The moved part of text has been slightly restructured:
* Rewrite first paragraph ("allows" is wrong. For example you can keep
  untracked repos as well, submodules enable tracking across versions)
  (Also remove short example as we have examples later)

* Remove "that is completely separate" from the second sentence as
  that was said in the first sentence.

* Introduce the gitmodules file in the third paragraph, mention name
  as the basic requirement. The URL is optional though strongly
  suggested.

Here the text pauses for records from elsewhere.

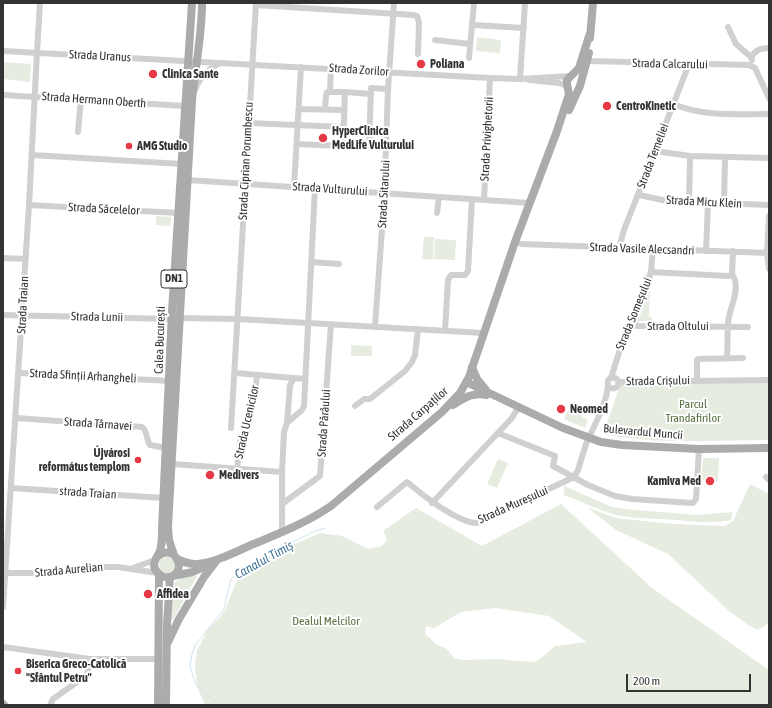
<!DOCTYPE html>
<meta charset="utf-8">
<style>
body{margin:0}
#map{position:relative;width:772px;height:708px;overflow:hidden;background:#fff;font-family:"Asap Condensed",sans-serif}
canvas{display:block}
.frame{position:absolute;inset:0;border:4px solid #333;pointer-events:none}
.scale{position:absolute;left:626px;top:674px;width:125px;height:18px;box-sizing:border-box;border:2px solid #333;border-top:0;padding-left:5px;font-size:12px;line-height:14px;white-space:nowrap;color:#333;-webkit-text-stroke:3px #fff;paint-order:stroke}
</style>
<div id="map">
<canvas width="772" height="708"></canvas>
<div class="frame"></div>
<div class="scale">200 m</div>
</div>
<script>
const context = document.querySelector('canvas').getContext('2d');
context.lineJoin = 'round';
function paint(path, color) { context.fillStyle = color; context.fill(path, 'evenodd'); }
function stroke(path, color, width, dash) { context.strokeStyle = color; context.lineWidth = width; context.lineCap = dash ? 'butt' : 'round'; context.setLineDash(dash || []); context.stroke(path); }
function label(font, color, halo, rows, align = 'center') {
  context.font = font + ' "Asap Condensed",sans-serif'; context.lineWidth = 4; context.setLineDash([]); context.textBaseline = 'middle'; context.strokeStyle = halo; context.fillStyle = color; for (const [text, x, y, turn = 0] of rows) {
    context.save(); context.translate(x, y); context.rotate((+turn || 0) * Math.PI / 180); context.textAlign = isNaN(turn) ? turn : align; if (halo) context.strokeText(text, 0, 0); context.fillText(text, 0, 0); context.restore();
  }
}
paint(new Path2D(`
 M477 37 501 40 500 53 476 51Z
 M4 62 31 64 30 82 3 79Z
 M156 216 171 217 170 226 156 225Z
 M424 237H434L433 260 422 259Z
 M435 239 456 240 455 260 434 259Z
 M651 277H653V284L650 285 649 317H652V321H639V324L635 322V317L639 318 646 299 642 298Z
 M351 345 372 346V356H351Z
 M769 381V440C714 440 657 445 603 434L621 383Z
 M569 409 588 420 585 428 564 419Z
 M703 458H719L718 481H712L711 480H701Z
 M498 459 508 463 497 488 487 484Z
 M750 484 769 494V623L758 630 748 625 728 610 668 554 616 530 587 507 615 518 674 524 725 526 733 521Z
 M564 486 612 507 635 510 699 515 733 512 731 520C707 525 685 520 661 519 645 518 628 518 613 514 596 509 580 501 564 495Z
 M561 504 652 588 769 670V705L205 704 197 687 195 666 197 651 208 629 220 617 225 610 237 580 274 553 320 533 342 536 368 549 382 546 387 539 383 531 416 508 482 546ZM495 608 549 616 587 642 555 646 540 659 533 662 516 661 499 659 463 660 454 658 447 649 436 644 425 634 426 626 434 628 461 612Z
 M159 565a8 8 0 1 1 16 0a8 8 0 1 1-16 0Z
 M197 576 173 620 170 619 175 582 183 577Z`), '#e6ecdf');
stroke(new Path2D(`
 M219 705 196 685 190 667 192 654 196 644 224 609 231 579 239 571 257 564 285 546 313 532 325 528`), '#cfe2ee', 1);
stroke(new Path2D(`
 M256 5 414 15 417 16 419 22 418 54
 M473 25 524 28
 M728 27 736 44 751 57
 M435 40 470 44
 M3 51 490 78 520 79 570 76
 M469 58 474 3
 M752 60 751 57C756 50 760 48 769 48
 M588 61 749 65 755 68 769 98
 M520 79 525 3
 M529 80 559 83 567 86
 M195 90C200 77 209 67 222 63
 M330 91 331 68
 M345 92 371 94
 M3 95 185 106
 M673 104C704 117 736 114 769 114
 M299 109 344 110
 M325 109 326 96 327 92H345L343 146
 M248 123 344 127
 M78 132 81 99
 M297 144 386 148
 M369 147 371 88 388 89
 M655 151 690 156 769 158
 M32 155 182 164
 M188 180 529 203
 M294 187 301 67
 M639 195 667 201 769 205
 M484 200 490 78
 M689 202 690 156
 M724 203 725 158
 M29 205 179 213
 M437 213 439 197
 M769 216 767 253 769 269
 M515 242 521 244 769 253
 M619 248 624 230 689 64
 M706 251 708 202
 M3 258 25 259
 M311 262 339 264
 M651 272 729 276 732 274 733 251
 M3 315 172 319
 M179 318 238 319 483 333
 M629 324 638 326 748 327
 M375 326 384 201 388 89 394 3
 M445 330 448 280 451 275H465L468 271 472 199
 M727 358C728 346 727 335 728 323 729 308 742 288 732 274
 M19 373 170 381
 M235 373 305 379
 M607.5 383a5.5 5.5 0 1 1 11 0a5.5 5.5 0 1 1-11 0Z
 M611 378 623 340 651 272 653 249
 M697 381V360L698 359 743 358
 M618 382 769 380
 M355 406 364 399H370L405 371 412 362 415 355 418 329
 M16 418 142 427C148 431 146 440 150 445L166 448
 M287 423 302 410 304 406 315 188
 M231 428 256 3
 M498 433 555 456 553 466 588 485 615 496 632 499 693 503 696 499 699 449
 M173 464 282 472
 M237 469 240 443 255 394 257 375
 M766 477 769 480
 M11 488 164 498
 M432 503 511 419 519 407
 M282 504 320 476 331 324
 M377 507 407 482C421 494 458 523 477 523L574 477 578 470 586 444 599 416 606 397 608 386
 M282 532V472L284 432 287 423 290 385 294 378
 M133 568 155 560
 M5 573H53L104 567H118L157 573
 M3 607 29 205 37 52 40 3
 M3 647 90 659H158
 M50 705 53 699 87 675 90 659`), '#d0d0d0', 6);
stroke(new Path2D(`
 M590 38 593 3
 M569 110 580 86 589 53
 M472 367 477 379 486 390
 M466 382 563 428 601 442 622 445 699 449 769 448
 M453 405C464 398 473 392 486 395
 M174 555 169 540 168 526 192 101C195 68 202 36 202 3
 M157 557C175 541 189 573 169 577 165 578 161 576 158 573 156 571 154 568 154 565 154 560 158 556 160 551 162 544 162 536 162 529L172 311 192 3
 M177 559C184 562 190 565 198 564 216 562 233 553 249 546 278 534 306 523 331 506L442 412 460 393 469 377 515 242 557 131 569 94 567 84V80L579 68 590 33
 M173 576 193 572 208 565
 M168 642 179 619 204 577 217 560
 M3 704 4 705
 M158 705 159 574
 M166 705 167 624 170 577`), '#ababab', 8);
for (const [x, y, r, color] of [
 [421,64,5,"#e63946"],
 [153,74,5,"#e63946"],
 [607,106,5,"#e63946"],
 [323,138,5,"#e63946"],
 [129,146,4,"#e63946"],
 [561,409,5,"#e63946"],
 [138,460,4,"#e63946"],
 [210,475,5,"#e63946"],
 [710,481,5,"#e63946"],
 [148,594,5,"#e63946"],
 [18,671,4,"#e63946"]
]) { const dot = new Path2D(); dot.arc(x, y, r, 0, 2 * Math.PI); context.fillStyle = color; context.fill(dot); stroke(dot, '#fff', 1.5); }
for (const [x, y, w] of [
 [174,279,26]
]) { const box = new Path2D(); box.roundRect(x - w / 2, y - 9, w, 18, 3); context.fillStyle = '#fff'; context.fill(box); stroke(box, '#333', 1); }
label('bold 11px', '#333', null, [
 ["DN1",174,279]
]);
label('12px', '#333', '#fff', [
 ["Strada Uranus",100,56,3],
 ["Strada Calcarului",670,64,1],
 ["Strada Zorilor",359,70,4],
 ["Strada Hermann Oberth",94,100,4],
 ["Strada Privighetorii",487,139,-87],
 ["Strada Temeliei",653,156,-69],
 ["Strada Ciprian Porumbescu",246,161,-87],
 ["Strada Vulturului",330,189,4],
 ["Strada Sitarului",384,194,-87],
 ["Strada Micu Klein",704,202,3],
 ["Strada Săcelelor",104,209,3],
 ["Strada Vasile Alecsandri",642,249,2],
 ["Strada Traian",23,305,-87],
 ["Strada Someșului",634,314,-68],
 ["Strada Lunii",97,317,1],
 ["Strada Oltului",678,326],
 ["Calea București",160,340,-88],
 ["Strada Sfinții Arhangheli",83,376,3],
 ["Strada Crișului",658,381,-1],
 ["Strada Carpaților",418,414,-41],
 ["Strada Ucenicilor",247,422,-77],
 ["Strada Pârâului",324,423,-86],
 ["Strada Târnavei",98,424,4],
 ["Bulevardul Muncii",643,432,5],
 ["strada Traian",88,493,4],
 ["Strada Mureșului",513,505,-24],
 ["Strada Aurelian",69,570,-5]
]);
label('bold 12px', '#333', '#fff', [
 ["Poliana",430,64],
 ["Clinica Sante",162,74],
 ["CentroKinetic",616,106],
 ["HyperClinica",332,131],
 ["MedLife Vulturului",332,145],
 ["AMG Studio",137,146],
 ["Neomed",570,409],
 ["Újvárosi",130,453,"right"],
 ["református templom",130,467,"right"],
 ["Medivers",219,475],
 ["Kamiva Med",701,481,"right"],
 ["Affidea",157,594],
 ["Biserica Greco-Catolică",26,664],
 ["\"Sfântul Petru\"",26,678]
], 'left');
label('12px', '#56703f', '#fff', [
 ["Parcul",693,404],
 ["Trandafirilor",693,418],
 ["Dealul Melcilor",326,621]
]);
label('italic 13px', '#3f7597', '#fff', [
 ["Canalul Timiș",264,560,-29]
]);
</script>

Leave it out as gitmodules(5) explains the url.

* The paragraphs about other mechanisms and implementation details
  are moved further down, as they are not as relevant to the concept of
  gitmodules.

Signed-off-by: Stefan Beller 
---

This is kind of a resend from [RFC-PATCHv2] submodules: add a background story
https://public-inbox.org/git/20170209020855.23486-1-sbel...@google.com/
but the new man page is completely reworked, so I'd expect it go over better
for the first half at least.

(In the "data model" section it begins to differ from reality,
as it mentions a new not-yet-implemented place where to put submodule
related config)

Thanks,
Stefan

 Documentation/Makefile  |   1 +
 Documentation/git-rm.txt|   4 +-
 Documentation/git-submodule.txt |  44 ++---
 Documentation/gitsubmodules.txt | 214 
 4 files changed, 227 insertions(+), 36 deletions(-)
 create mode 100644 Documentation/gitsubmodules.txt

diff --git a/Documentation/Makefile b/Documentation/Makefile
index b5be2e2d3f..2415e0d657 100644
--- a/Documentation/Makefile
+++ b/Documentation/Makefile
@@ -31,6 +31,7 @@ MAN7_TXT += giteveryday.txt
 MAN7_TXT += gitglossary.txt
 MAN7_TXT += gitnamespaces.txt
 MAN7_TXT += gitrevisions.txt
+MAN7_TXT += gitsubmodules.txt
 MAN7_TXT += gittutorial-2.txt
 MAN7_TXT += gittutorial.txt
 MAN7_TXT += gitworkflows.txt
diff --git a/Documentation/git-rm.txt b/Documentation/git-rm.txt
index f1efc116eb..db444693dd 100644
--- a/Documentation/git-rm.txt
+++ b/Documentation/git-rm.txt
@@ -152,8 +152,8 @@ Ignored files are deemed expendable and won't stop a 
submodule's work
 tree from being removed.
 
 If you only want to remove the local checkout of a submodule from your
-work tree without committing the removal,
-use linkgit:git-submodule[1] `deinit` instead.
+work tree without committing the removal, use linkgit:git-submodule[1] `deinit`
+instead. Also see linkgit:gitsubmodules[7] for details on submodule removal.
 
 EXAMPLES
 
diff --git a/Documentation/git-submodule.txt b/Documentation/git-submodule.txt
index 74bc6200d5..032590d828 100644
--- a/Documentation/git-submodule.txt
+++ b/Documentation/git-submodule.txt
@@ -24,37 +24,7 @@ DESCRIPTION
 ---
 Inspects, updates and manages submodules.
 
-A submodule allows you to keep another Git repository in a subdirectory
-of your repository. The other repository has its own history, which does not
-interfere with the history of the current repository. This can be used to
-have external dependencies such as third party libraries for example.
-
-When cloning or pulling a repository containing submodules however,
-these will not be checked out by default; the 'init' and 'update'
-subcommands will maintain submodules checked out and at
-appropriate revision in your working tree.
-
-Submodules are composed from a so-called `gitlink` tree entry
-in the main repository that refers to a particular commit object
-within the inner repository that is completely separate.
-A record in the `.gitmodules` (see linkgit:gitmodules[5]) file at the
-root of the source tree assigns a logical name to the submodule and
-describes the default URL the submodule shall be cloned from.
-The logical name can be used for overriding this URL within your
-local repository configuration (see 'submodule init').
-
-Submodules are not to be confused with remotes, which are other
-repositories of the same project; submodules are meant for
-different projects you would like to make part of your source tree,
-while the history of the two projects still stays completely
-independent and you cannot modify the contents of the submodule
-from within the main project.
-If you want to merge the project histories and want to treat the
-aggregated whole as a single project from then on, you may want to
-add a remote for the other project and use the 'subtree' merge strategy,
-instead of treating the other project as a submodule.